*Assigned task*. Please transcribe exactly, and only, the lines of the data below between the line holding "index mcp: (460, 442)" and the line holding "pinky tip: (737, 726)", inclusive.
___ The data ___
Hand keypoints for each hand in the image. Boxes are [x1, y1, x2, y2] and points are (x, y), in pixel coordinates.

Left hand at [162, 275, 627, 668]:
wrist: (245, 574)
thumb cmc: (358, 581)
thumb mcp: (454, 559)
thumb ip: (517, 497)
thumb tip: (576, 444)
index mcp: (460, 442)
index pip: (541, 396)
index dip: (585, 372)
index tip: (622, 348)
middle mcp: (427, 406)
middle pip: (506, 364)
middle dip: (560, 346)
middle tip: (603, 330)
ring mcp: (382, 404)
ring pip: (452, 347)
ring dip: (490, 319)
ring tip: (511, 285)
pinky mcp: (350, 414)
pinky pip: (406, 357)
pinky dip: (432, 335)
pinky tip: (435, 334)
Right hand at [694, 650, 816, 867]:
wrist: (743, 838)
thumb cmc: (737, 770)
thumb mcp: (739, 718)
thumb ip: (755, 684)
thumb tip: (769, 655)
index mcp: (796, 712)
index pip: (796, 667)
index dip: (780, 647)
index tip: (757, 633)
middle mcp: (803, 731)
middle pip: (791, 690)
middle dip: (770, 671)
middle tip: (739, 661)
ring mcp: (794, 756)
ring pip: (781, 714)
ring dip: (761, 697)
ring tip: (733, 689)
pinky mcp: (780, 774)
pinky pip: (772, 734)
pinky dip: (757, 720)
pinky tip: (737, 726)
___
___ The data ___
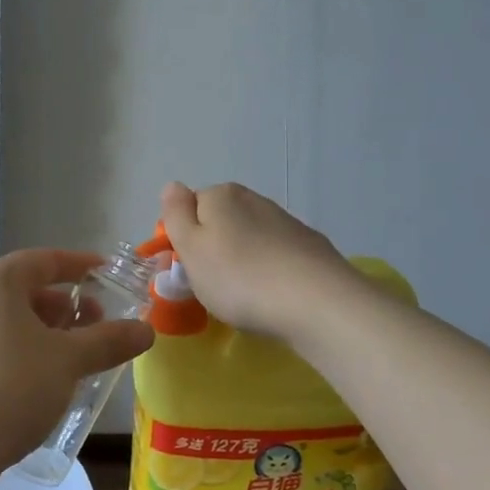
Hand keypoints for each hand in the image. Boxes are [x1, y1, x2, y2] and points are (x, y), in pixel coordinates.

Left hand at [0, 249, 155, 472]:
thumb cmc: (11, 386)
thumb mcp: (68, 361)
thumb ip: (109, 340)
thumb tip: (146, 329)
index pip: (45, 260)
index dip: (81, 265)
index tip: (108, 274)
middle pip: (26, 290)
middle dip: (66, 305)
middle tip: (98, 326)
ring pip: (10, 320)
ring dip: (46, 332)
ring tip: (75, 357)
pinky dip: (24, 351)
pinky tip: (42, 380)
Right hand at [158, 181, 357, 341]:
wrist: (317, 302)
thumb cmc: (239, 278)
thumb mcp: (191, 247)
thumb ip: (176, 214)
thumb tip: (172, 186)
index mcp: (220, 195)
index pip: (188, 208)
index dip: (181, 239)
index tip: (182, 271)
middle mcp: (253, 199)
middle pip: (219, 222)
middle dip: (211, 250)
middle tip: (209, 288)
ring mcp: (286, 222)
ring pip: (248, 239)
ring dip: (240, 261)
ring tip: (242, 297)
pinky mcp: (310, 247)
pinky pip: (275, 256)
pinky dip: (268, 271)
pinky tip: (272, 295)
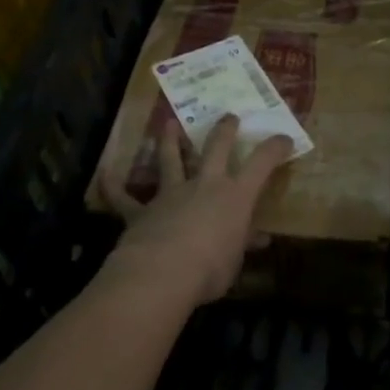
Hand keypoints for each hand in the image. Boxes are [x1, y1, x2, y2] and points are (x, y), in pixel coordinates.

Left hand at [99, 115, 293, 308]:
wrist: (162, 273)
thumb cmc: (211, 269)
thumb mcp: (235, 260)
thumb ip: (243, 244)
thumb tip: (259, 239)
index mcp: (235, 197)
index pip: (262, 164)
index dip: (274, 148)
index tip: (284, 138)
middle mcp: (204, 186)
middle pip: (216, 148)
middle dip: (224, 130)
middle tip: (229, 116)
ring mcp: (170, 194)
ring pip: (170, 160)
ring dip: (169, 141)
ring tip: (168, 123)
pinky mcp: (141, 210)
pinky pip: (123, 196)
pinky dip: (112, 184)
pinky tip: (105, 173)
___
___ The data ___
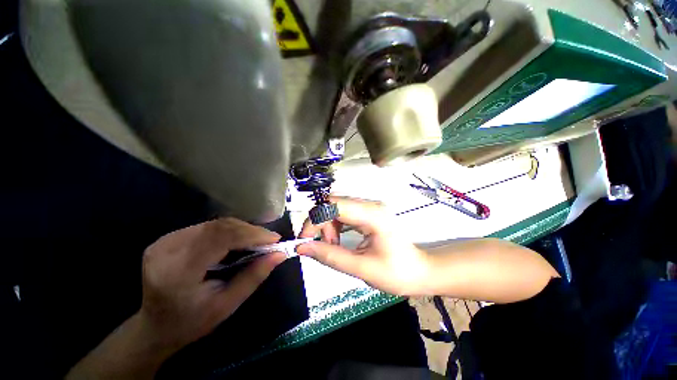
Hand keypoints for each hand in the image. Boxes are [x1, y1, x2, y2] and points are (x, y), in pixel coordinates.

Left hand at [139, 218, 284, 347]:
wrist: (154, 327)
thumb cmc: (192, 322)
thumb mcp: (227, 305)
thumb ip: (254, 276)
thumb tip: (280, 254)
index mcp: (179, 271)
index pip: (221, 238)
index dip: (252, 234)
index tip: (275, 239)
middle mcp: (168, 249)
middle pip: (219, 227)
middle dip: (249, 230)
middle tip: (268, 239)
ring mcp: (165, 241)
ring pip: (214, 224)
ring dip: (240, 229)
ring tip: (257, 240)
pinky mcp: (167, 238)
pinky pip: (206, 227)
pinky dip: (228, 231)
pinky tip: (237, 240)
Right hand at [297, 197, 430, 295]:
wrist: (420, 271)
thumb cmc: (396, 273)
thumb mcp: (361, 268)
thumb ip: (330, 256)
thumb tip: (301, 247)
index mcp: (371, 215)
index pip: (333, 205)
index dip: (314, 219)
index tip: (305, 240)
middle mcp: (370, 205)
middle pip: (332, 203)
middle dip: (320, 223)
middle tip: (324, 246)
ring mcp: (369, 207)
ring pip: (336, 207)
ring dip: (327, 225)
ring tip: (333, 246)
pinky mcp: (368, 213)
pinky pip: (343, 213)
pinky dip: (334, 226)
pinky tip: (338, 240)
___
*Completed exercise*.
index mcp: (460, 442)
index pip: (541, 396)
index dip: (585, 372)
index tip: (622, 348)
middle mcp: (427, 406)
middle pip: (506, 364)
middle dip: (560, 346)
middle tip: (603, 330)
ring mcp: (382, 404)
ring pip: (452, 347)
ring dip: (490, 319)
ring tip: (511, 285)
pinky mcp: (350, 414)
pinky pip: (406, 357)
pinky dip: (432, 335)
pinky tip: (435, 334)
Right hand at [694, 650, 816, 867]:
wrist: (743, 838)
thumb cmc: (737, 770)
thumb mcp: (739, 718)
thumb ip: (755, 684)
thumb tip: (769, 655)
index mcp: (796, 712)
index pip: (796, 667)
index dip: (780, 647)
index tip: (757, 633)
middle mcp: (803, 731)
middle pip: (791, 690)
middle dip: (770, 671)
middle tip: (739, 661)
ring mcp: (794, 756)
ring pip: (781, 714)
ring dip: (761, 697)
ring tip: (733, 689)
pinky mcp: (780, 774)
pinky pip: (772, 734)
pinky dip: (757, 720)
pinky tip: (737, 726)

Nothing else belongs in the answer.